Выводы Мисимы неутешительны: современность внушает ему отвращение, в отличие от времени руин, когда Япония потерпела поражение, но, как ему кажется, сохраняла себя. Четверку героев он ставит перед стеной, заставляя с теплом вспомнить разруху:  

«В ясном свете во все стороны тянулись груды мусора. Солнце на линии горизонта всходило и заходило за горами отходов. Ежедневный восход, заставлявший блестеть осколки стекла, превращал разбросанные кусочки в нечто прекрасное. Тот бесконечно свободный, безгранично радостный период отрочества, когда верилось, что мир состоит из мусора и осколков, безвозвратно исчез. Сейчас очевидно лишь одно: вот огромная стена, и они стоят, уткнувшись в нее носами».

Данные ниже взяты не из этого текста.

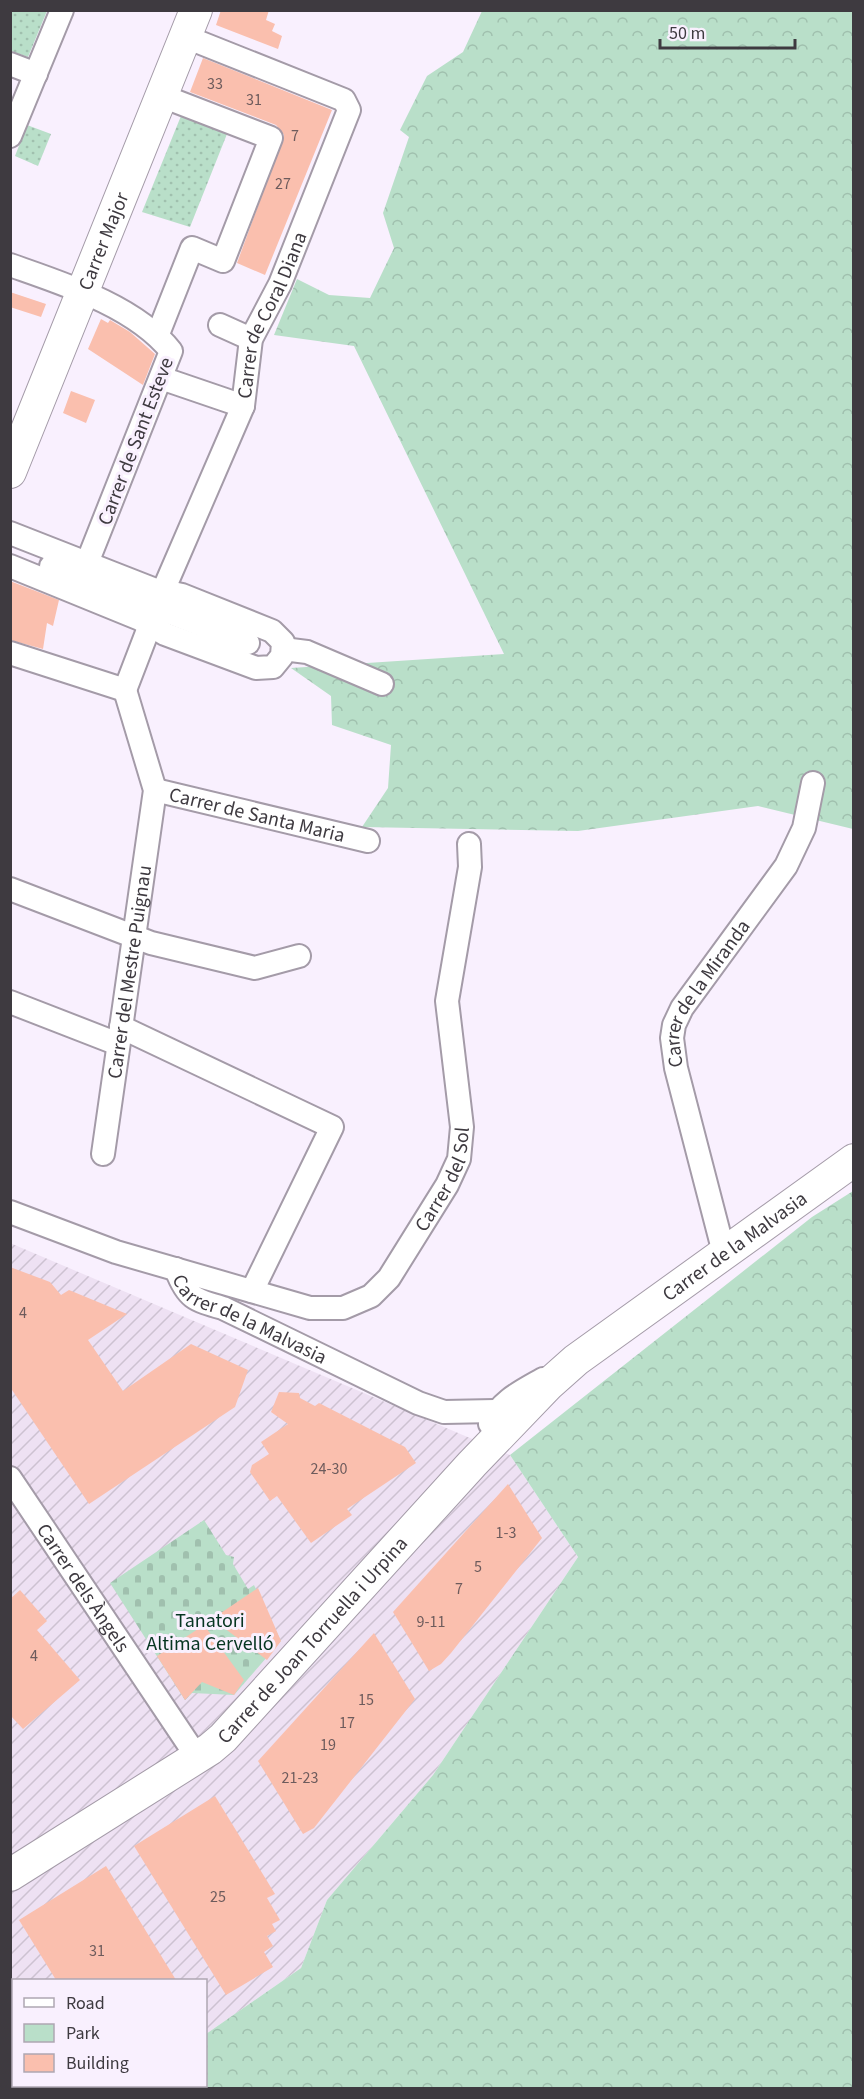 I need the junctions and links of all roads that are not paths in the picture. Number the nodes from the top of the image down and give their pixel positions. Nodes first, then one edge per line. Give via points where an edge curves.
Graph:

Многим пессимизм Мисимы пришелся не по душе, а в персонажах разглядели не столько героев времени, сколько плоды самокопания самого автора. Сегодня же «Дом Кёко», переведенный на русский, воспринимается как важный фрагмент в паззле имени Мисимы, многослойный психологический роман, украшенный яркими метафорами («Выпив кофе, она повернулась к Фудзико и принялась болтать. Так темная вода лижет балки моста») и мгновениями, идеально выхваченными из потока времени:

«В Нью-Йорк пришел декабрь. Жуткий холод, какой в Токио случается разве что несколько дней за зиму. Мчащиеся по дороге сухие листья. Пронизывающий до костей северный ветер. Прозрачно-голубое зимнее небо. И все равно ездят поливочные машины».

Точка


Мисима болезненно воспринял критику в адрес «Дома Кёко», но не сбавил обороты, продолжив раздавать пощечины нигилистическому буржуазному обществу еще десять лет. Вам не понравился мой роман о всеобщем гниении? Так я напишу книгу, где в четырех томах покажу, насколько все прогнило! Так родилась тетралогия «Море изобилия» (1969 – 1971), охватившая почти весь японский XX век, с 1912 по 1970 год, и завершившаяся грандиозной панорамой всеобщего распада в романе «Падение ангела». Его опубликовали уже после смерти Мисимы – писатель отправил законченную рукопись редактору за считанные часы до того, как выдвинулся на военную базу в районе Итигая. Дела он всегда вел очень аккуратно.